Jewellers typically use a monocular, handheld loupe to magnify gemstones and other jewelry that they wish to inspect. A 10× magnification is good to use for inspecting jewelry and hallmarks and is the Gemological Institute of America's standard for grading diamond clarity. Stones will sometimes be inspected at higher magnifications than 10×, although the depth of field and field of view become too small to be instructive. The accepted standard for grading diamonds is therefore that inclusions and blemishes visible at 10× impact the clarity grade. The inclusions in VVS diamonds are hard to find even at 10×.

=== Watchmaking ===
Loupes are employed to assist watchmakers in assembling mechanical watches. Many aspects require the use of the loupe, in particular the assembly of the watch mechanism itself, the assembly and details of the watch dial, as well as the formation of the watch strap and installation of precious stones onto the watch face.

===Photography===
Analog (film) photographers use loupes to review, edit or analyze negatives and slides on a light table. Typical magnifications for viewing slides full-frame depend on image format; 35 mm frames (24×36 mm slides to 38×38 mm superslides) are best viewed at ca. 5×, while ca. 3× is optimal for viewing medium format slides (6×4.5 cm / 6×6 cm / 6×7 cm). Often, a 10× loupe is used to examine critical sharpness. Photographers using large format cameras may use a loupe to view the ground glass image to aid in focusing. Users of digital single-lens reflex cameras use loupes to help identify dust and other particles on the sensor, in preparation for sensor cleaning.

===Dentistry===
Dentists, hygienists, and dental therapists typically use binocular loupe glasses since they need both hands free when performing dental procedures. The magnification helps with accurate diagnoses of oral conditions and enhances surgical precision when completing treatment. Additionally, loupes can improve dentists' posture which can decrease occupational strain.
Some dental loupes are flip-type, which take the form of two small cylinders, one in front of each lens of the glasses. Other types are inset within the lens of the glasses.

Dental caries, also known as cavities, are most accurately identified by visual and tactile examination of a clean, dry tooth. Magnification enables dentists to improve their ability to differentiate between a stain and a cavity. Cavities are rated and scored based on their visual presentation. If magnification is too high diagnosis becomes difficult due to the small field of view. Ideal magnification for diagnostic purposes is up to 2×. Treatment of dental caries, periodontal disease, and pulpal disease are all aided by magnification.

The dental specialty of endodontics has performed the vast majority of research regarding magnification in dentistry. Because the identification of accessory canals in addition to the primary pulp canals is essential to complete nonsurgical root canal therapy, magnification provides dentists enhanced visualization to locate and treat more obscured canals.

Treatment of periodontal disease is achieved by removing calculus deposits, plaque and therefore bacteria which causes inflammation and subsequently bone destruction. In severe cases, surgery to reduce pocket depth is indicated. Periodontists and hygienists must visualize plaque and calculus to remove it. Magnification can assist dentists and hygienists with identification and removal of plaque and calculus in addition to improving visualization for periodontal surgery.

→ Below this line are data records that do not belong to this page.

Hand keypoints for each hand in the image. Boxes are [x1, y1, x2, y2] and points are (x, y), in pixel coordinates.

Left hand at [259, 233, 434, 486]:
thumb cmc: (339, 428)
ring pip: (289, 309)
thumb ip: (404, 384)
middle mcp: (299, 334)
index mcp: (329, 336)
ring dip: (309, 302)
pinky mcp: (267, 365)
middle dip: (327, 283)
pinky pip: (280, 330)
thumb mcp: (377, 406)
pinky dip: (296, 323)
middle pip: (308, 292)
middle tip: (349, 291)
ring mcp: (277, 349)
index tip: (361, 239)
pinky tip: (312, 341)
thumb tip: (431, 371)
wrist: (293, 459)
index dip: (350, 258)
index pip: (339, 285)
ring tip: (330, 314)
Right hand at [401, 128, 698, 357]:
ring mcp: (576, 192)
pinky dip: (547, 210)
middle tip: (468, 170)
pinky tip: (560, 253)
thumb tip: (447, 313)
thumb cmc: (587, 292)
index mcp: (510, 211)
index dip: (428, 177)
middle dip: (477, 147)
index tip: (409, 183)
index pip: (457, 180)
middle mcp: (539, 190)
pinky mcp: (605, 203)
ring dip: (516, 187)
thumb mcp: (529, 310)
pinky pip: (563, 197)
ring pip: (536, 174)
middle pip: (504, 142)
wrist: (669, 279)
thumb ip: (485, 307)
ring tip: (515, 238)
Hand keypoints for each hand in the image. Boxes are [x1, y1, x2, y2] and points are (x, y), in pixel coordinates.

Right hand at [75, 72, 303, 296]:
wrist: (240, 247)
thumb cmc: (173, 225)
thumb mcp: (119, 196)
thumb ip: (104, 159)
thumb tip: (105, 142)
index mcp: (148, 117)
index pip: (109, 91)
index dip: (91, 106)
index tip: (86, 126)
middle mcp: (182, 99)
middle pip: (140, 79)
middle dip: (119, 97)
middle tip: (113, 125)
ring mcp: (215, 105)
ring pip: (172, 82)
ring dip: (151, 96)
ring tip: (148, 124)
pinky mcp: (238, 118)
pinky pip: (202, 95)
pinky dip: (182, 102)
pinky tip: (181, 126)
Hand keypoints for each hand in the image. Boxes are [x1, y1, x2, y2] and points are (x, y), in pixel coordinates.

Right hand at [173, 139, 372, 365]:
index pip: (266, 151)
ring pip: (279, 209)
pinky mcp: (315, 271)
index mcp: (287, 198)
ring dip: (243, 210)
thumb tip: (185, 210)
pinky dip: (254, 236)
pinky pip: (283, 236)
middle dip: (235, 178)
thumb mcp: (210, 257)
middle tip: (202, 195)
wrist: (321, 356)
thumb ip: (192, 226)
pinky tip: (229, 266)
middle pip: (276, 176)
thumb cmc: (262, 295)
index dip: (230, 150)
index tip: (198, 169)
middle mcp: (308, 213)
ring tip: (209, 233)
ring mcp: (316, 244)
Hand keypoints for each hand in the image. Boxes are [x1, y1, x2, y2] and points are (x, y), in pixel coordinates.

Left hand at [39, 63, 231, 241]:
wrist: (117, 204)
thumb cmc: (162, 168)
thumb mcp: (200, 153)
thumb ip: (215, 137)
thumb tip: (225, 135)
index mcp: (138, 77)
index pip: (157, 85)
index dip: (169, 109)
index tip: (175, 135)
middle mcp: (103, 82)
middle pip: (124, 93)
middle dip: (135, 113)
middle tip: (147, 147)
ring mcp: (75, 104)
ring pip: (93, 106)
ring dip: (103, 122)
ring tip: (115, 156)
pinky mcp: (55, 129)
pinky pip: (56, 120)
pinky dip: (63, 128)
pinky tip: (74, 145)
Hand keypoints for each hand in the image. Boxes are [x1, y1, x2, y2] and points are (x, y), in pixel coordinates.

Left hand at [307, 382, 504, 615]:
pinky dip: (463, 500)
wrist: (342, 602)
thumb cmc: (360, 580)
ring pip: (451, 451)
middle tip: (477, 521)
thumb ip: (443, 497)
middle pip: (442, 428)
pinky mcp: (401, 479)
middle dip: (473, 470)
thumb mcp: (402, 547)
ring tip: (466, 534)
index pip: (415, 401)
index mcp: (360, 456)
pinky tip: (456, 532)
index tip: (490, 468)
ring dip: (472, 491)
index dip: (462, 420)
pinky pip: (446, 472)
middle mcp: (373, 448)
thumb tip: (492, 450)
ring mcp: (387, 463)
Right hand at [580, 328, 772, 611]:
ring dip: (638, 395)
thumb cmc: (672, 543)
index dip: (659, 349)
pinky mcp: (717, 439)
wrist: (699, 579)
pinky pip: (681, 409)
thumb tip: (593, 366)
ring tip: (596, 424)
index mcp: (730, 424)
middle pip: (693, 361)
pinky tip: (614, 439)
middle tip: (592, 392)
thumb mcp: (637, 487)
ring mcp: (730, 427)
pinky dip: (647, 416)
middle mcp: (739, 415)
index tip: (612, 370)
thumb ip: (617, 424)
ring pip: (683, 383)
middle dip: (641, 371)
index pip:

Ergonomics have long been a pain point for doctors who need to physically strain, bending over and looking down, to treat their patients. Over time this posture results in discomfort, pain, and even neuromuscular disease. Some modern loupes address this by incorporating refractive prisms which alter the course of the light through the telescopes, so that the dentist can maintain a neutral, upright position with eyes relaxed and looking straight ahead.

A typical magnification for use in dentistry is 2.5×, but dental loupes can be anywhere in the range from 2× to 8×. Optimal magnification is a function of the type of work the doctor does - namely, how much detail he or she needs to see, taking into consideration that when magnification increases, the field of view decreases. As a tool that sits on the face and is used for hours at a time, weight is also a significant factor in considering the type of loupes to use.

Together with proper access to the oral cavity, light is an important part of performing precision dentistry. Because a dentist's head often eclipses the overhead dental lamp, loupes may be fitted with a light source. Loupe-mounted lights used to be fed by fiber optic cables that connected to either a wall-mounted or table-top light source. Newer models feature a more convenient LED lamp within the loupe-mounted light and an electric cord coming from either the conventional wall-mounted or table-top light source or a belt clip rechargeable battery pack. Options for loupe-mounted cameras and video recorders are also available.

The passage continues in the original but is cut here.